15th August
The greenback was up against most major currencies in overnight trading as an unexpected rise in core retail sales. The U.S. Commerce Department reported that retail sales figured jumped 0.8% in July after a 0.7% decline in June, by far beating market expectations for a 0.3% increase. This was the first increase in four months. Lower fuel prices and moderate growth in employment helped towards a 0.8% monthly increase in retail and food services sales.
The numbers reported by the U.S. Commerce Department sparked hopes the Federal Reserve will probably stall on widely anticipated plans to stimulate the fragile US economy – the world’s largest economy – with monetary easing tools, weakening the greenback to stimulate growth.
Whilst markets applauded the retail figures, the economic recovery in the US remains delicate. Its economy increased at an annualized rate of 1.5% in the second 3 months of this year, slower than the 2% rate recorded at the start of the year. The total number of unemployed people stood at 12.8 million for last month and is about 8.3% of its working age population. The US economy has to generate 100,000 new jobs each and every month just to remain stagnant, according to figures from the Federal Reserve.
Gains in the USD were tempered a little by lower profit forecasts by a host of global companies but still the USD posted a 0.05% increase against the JPY, a 0.02% increase against the GBP and a 0.10% increase against the AUD.

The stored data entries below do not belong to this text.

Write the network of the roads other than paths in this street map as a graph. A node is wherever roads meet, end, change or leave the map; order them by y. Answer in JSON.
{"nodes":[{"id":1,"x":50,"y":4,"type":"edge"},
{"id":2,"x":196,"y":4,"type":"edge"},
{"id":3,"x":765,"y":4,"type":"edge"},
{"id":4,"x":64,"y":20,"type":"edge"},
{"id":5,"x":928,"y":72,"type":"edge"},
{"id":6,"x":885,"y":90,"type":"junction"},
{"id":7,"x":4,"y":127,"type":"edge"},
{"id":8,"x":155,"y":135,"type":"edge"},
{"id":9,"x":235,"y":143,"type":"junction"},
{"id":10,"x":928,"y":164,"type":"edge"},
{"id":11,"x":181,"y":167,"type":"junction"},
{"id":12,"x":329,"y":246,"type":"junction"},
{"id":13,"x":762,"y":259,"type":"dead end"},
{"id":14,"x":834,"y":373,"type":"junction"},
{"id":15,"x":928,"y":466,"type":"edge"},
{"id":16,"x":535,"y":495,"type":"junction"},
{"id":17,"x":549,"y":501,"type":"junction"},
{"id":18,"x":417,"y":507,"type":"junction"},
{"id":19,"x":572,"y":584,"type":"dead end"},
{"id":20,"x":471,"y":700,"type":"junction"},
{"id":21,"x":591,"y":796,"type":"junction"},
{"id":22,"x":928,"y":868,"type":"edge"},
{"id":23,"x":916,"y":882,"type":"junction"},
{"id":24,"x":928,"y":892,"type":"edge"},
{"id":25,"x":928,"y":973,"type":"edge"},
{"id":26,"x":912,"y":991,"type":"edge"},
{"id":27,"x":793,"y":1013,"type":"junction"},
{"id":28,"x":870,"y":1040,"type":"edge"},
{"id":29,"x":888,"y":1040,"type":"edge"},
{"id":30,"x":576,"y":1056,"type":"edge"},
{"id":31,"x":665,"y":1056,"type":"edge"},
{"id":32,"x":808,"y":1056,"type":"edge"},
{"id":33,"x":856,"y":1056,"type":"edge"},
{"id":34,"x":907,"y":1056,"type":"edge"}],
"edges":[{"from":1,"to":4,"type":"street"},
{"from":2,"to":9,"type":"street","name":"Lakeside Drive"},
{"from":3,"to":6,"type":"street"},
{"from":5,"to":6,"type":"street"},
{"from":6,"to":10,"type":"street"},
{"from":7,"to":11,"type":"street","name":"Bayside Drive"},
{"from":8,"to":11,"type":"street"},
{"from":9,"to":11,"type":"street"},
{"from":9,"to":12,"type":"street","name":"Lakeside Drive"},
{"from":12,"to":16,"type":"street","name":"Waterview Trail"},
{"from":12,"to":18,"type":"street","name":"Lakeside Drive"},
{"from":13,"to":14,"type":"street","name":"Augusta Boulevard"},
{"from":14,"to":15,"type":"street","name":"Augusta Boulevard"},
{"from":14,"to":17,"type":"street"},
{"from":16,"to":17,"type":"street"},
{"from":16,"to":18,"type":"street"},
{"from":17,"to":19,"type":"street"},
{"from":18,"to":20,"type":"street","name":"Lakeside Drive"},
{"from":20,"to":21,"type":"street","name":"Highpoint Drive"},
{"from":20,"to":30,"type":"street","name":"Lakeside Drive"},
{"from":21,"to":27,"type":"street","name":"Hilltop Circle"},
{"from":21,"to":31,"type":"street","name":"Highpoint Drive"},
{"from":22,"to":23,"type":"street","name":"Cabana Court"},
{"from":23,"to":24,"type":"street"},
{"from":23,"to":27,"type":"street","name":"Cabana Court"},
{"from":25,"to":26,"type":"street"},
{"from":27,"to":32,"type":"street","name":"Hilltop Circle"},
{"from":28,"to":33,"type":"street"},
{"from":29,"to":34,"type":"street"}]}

Yesterday stocks in Europe increased on the news that the economy of the 17 member state eurozone contracted 0.2% in the 3 months from April to June compared with the zero growth in the previous quarter. Europe’s largest economy, Germany increased by 0.3% in the second quarter, aided by increases in exports and domestic consumption. France’s economy recorded zero growth in the period, beating expectations, but Portugal’s GDP contracted 1.2%, Cyprus posted a 0.8% contraction and Italy shrank 0.7%.
Today
After a volatile days trading yesterday, today much of the focus will be on first the UK, with key unemployment figures released. This is followed by the focus switching to the US where key CPI figures, industrial production and manufacturing index figures are all released. This should be a busy day for the GBP/USD, currently 1.5674, with supports seen at 1.5675/57 and then at 1.5578, whilst resistance levels are at 1.5730/66 and then at 1.5768.